PDA

View Full Version : Extremely poor performance crunching random numbers under PIV-FC5



BankHacker
18th May 2006, 03:14 PM
Hi, I have installed Linux Fedora Core 5 (FC5) on a Pentium IV 3 Ghz, 4 Gb RAM, and SATA disk.

I have been detected CPU is running extremely slow on certain situations: For example when doing random calculations. In order to benchmark this particular situation I have writen an small C program that make 10 million random numbers and measures the time consumed.

It is surprising that when the program is compiled with the static flag enabled, it runs very fast, doing 10 million calculations in only 0.4 seconds. Nevertheless, when it is compiled without the static flag (that is dynamic binary), the performance becomes very poor, consuming 40 seconds in doing it.
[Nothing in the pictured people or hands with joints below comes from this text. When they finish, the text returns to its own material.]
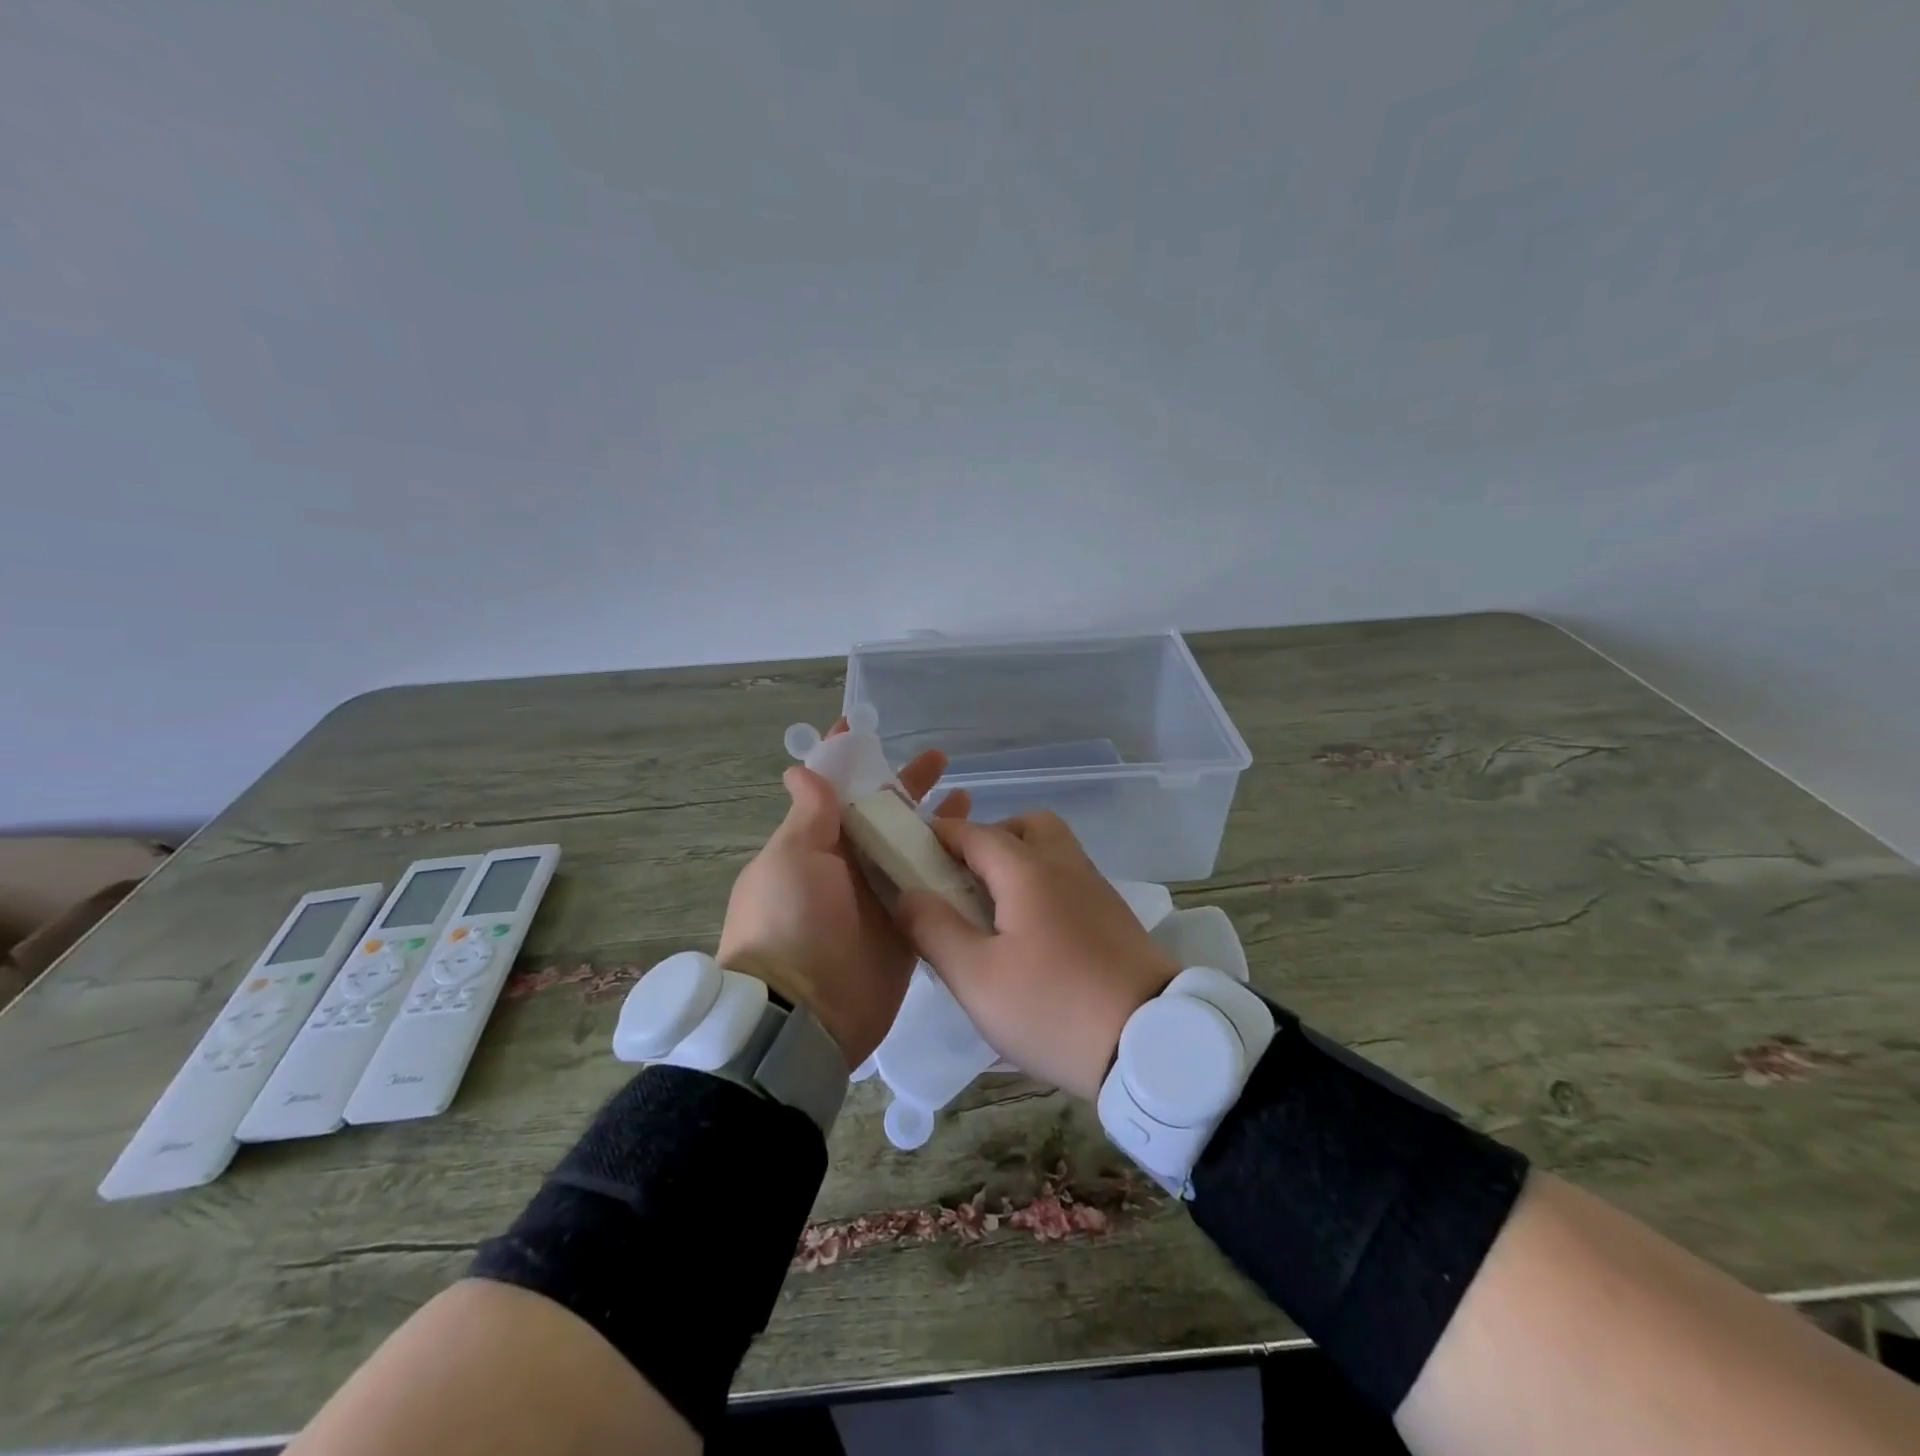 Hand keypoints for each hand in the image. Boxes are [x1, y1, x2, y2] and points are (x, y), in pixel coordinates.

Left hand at [717, 725, 968, 1069]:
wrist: (804, 1015)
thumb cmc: (790, 923)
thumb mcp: (791, 859)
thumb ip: (809, 816)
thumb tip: (801, 770)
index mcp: (814, 846)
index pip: (833, 791)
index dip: (847, 758)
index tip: (863, 725)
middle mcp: (847, 867)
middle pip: (883, 816)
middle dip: (906, 785)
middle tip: (938, 758)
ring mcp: (879, 898)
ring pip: (911, 849)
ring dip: (934, 822)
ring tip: (966, 795)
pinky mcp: (908, 928)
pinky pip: (931, 889)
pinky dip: (950, 867)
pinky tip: (978, 847)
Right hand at [893, 811, 1179, 1099]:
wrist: (1152, 1044)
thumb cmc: (1053, 1007)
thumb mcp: (977, 978)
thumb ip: (934, 929)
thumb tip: (906, 893)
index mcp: (1028, 871)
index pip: (973, 832)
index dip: (936, 835)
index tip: (908, 851)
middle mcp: (1065, 866)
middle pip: (1025, 826)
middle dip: (988, 839)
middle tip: (962, 881)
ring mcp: (1096, 888)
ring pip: (1053, 850)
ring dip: (1018, 861)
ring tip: (993, 911)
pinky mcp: (1114, 916)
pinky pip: (1069, 879)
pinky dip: (1043, 885)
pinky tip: (1030, 932)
I have tested both compilations under other Linux distributions, like Debian, and it runs in both case perfect, doing the job in only 0.4 seconds. I have also tested both programs under FC3 and I obtain the same results than FC5. So I conclude that the problem only happens when running Fedora!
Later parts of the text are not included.